Monday, June 20, 2005
Rudenstine Revisited
I agree with Rick's observation that there are more fundamental problems with Dean Rudenstine's argument than his failure to make room for us progressive Catholic types. The first problem is one of crude epistemology -- the kind of bald antithesis between faith and reason that fails to take into account a millenium or so of exploration of the relationship between fides et ratio. The second is apparent unfamiliarity with the complex and deeply nuanced debates over the role of religion and faith-based discourse in a liberal democracy that Mike Perry and others have advanced so constructively. The third is the failure to recognize that limitations on reasoned debate in higher education and legal education can come just as easily from the enshrining of secular shibboleths as non-debatable absolutes (as Rick suggests).
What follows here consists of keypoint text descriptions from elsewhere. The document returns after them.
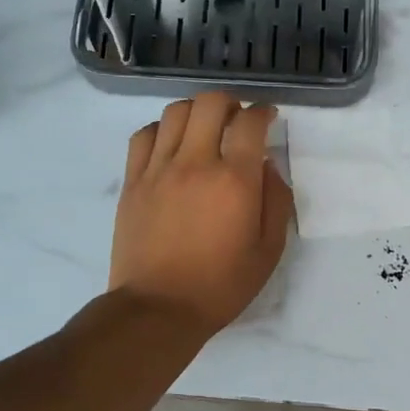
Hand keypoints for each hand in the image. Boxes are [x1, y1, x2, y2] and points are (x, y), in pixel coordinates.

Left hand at [110, 93, 293, 333]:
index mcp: (234, 181)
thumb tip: (268, 167)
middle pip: (210, 103)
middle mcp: (196, 163)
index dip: (263, 112)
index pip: (250, 123)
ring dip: (196, 112)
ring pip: (175, 112)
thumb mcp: (268, 251)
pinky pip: (144, 135)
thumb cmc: (220, 285)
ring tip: (204, 128)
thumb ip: (276, 202)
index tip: (268, 117)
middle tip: (237, 120)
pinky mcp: (133, 181)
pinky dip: (162, 129)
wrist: (159, 308)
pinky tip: (171, 144)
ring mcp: (158, 169)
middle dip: (230, 102)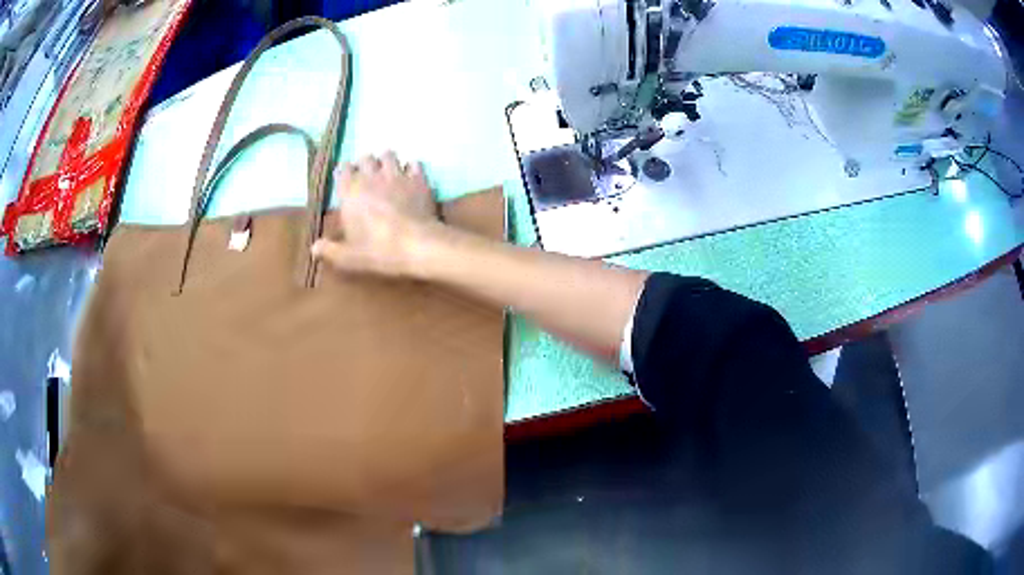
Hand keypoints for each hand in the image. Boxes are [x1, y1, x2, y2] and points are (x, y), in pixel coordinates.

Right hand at [312, 152, 439, 276]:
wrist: (416, 245)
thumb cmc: (377, 250)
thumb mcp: (348, 257)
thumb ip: (329, 250)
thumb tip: (313, 249)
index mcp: (350, 191)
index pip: (342, 169)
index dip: (345, 172)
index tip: (347, 180)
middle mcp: (371, 176)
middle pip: (365, 158)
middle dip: (365, 164)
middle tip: (368, 176)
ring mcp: (396, 174)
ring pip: (388, 155)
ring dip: (387, 161)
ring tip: (388, 172)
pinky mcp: (418, 178)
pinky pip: (413, 163)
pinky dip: (411, 168)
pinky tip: (410, 177)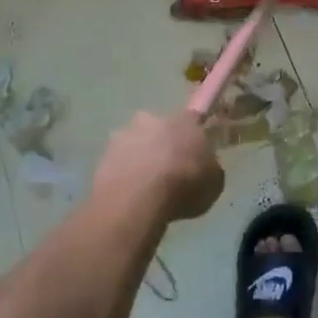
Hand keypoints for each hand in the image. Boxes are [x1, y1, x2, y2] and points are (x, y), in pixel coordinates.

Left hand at [93, 110, 224, 222]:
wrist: (138, 198)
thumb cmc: (184, 184)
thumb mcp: (214, 182)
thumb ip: (209, 169)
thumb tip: (204, 169)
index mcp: (184, 120)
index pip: (192, 119)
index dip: (193, 136)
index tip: (194, 153)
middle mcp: (153, 119)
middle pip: (160, 129)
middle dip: (163, 145)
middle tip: (169, 172)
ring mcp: (125, 135)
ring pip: (136, 144)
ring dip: (140, 160)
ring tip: (146, 190)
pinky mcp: (103, 156)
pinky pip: (118, 164)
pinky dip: (123, 177)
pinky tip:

The fourth is related to what I mentioned in my first post -- a truly simplistic misunderstanding of what faith means. And I do agree with Rick's last point. There would be no place in Dean Rudenstine's law school universe for what we are trying to do here -- understand the implications of Catholic faith for our understanding of the law. That pursuit neither denigrates reason nor ignores "evidence;" it engages with different traditions, and does not seek to silence them; and it insists upon our obligation to pursue truth in the face of the value skepticism and neutrality that has become the official ideology of the legal profession and academy. I hope that Brian Leiter is right in asserting that I have mischaracterized Dean Rudenstine's position, but I have my doubts. His rhetoric is at least agressive, and should not go unchallenged.